Date: Wednesday 07-Sept-2022
Speaker: Matt Orr (Rutgers)
Title: "Connecting Star Formation and Stellar Feedback with Local Conditions in Galaxies from Cosmic Noon to the Milky Way"
Understanding how the highly turbulent gas in galaxies forms stellar populations is critical to understanding the evolution of gaseous galactic ecosystems, a key focus of the 2020 decadal survey. In this seminar, I will present recent results from the FIRE simulations, among the first simulations to resolve a multiphase ISM and include meaningful feedback physics (e.g., supernovae and stellar winds). I will demonstrate how the FIRE simulations are ideal tools for studying the relationship between star formation and turbulence in galaxies. This talk will explore the emergence of scaling relations like the spatially resolved Kennicutt-Schmidt relation (relating the local gas reservoir to the rate of star formation) and connections between gas turbulence (velocity dispersions/line widths) and star formation rates. I will show how highly efficient local star formation translates to low global star formation efficiency, with the addition of stellar feedback. Additionally, I will lay out conceptual models I have developed to interpret observations and these simulations, from time-delayed feedback driving cyclic star formation episodes, to the importance of clustered supernovae in blowing superbubbles in the ISM of galaxies and as drivers of galactic superwinds. These models give us insight as to where and why stellar feedback injects momentum into the ISM versus the near-CGM, and has strong implications for the formation of galactic disks near z ~ 1.

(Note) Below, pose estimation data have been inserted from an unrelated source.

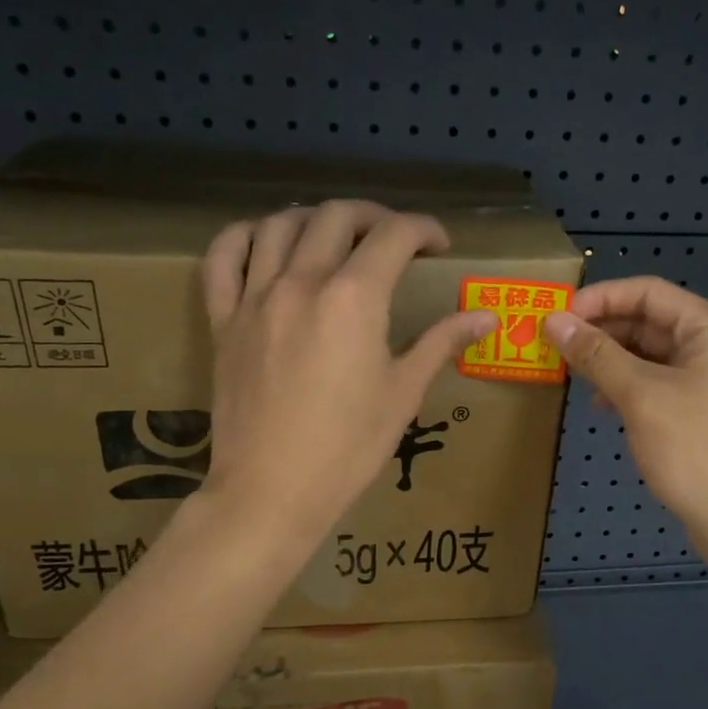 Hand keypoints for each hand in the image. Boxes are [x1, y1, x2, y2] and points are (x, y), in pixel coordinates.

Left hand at [198, 201, 496, 555]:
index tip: (439, 246)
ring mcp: (255, 298)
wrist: (272, 492)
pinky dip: (243, 237)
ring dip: (314, 218)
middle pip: (337, 216)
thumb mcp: (403, 393)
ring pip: (279, 225)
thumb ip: (441, 343)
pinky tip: (264, 243)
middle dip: (375, 217)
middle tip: (394, 240)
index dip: (424, 229)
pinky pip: (222, 258)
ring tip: (335, 237)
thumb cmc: (348, 448)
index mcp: (353, 299)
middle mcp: (301, 282)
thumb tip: (485, 318)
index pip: (394, 236)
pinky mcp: (222, 320)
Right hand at [544, 277, 707, 564]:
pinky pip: (653, 384)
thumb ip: (596, 355)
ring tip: (571, 374)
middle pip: (647, 322)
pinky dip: (624, 387)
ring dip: (608, 361)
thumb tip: (554, 322)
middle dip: (601, 331)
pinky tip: (600, 405)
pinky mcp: (697, 412)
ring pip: (647, 355)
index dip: (601, 298)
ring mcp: (706, 381)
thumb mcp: (640, 395)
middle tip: (555, 346)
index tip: (558, 315)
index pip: (648, 292)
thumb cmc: (695, 448)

Date: Wednesday 14-Sept-2022
Speaker: Adam Stevens (UWA)
Title: "Towards a convergent theory of galaxy evolution across environments"
After decades of hype and advancement, galaxy evolution remains one of the forefront research fields of astrophysics. The ultimate challenge lies in developing a theoretical framework that not only covers the vast breadth of astrophysical processes that affect galaxies’ formation and evolution, but also predicts and explains the enormous and ever-growing wealth of multi-wavelength observational data we possess. In this talk, I will discuss how we test the outcome of modern galaxy formation models and cosmological simulations against low-redshift galaxy surveys. In particular, I will highlight research into the influence of galaxy environment on the acquisition and expulsion of galaxies’ gas. With simulation suites like IllustrisTNG, and radio surveys like VERTICO and WALLABY, we are riding a new frontier of insight into the gas flows of galaxies in dense environments.
Date: Wednesday 21-Sept-2022
Speaker: Libby Tolman (CCA)
Title: "Electric field screening in pair discharges and generation of pulsar radio emission"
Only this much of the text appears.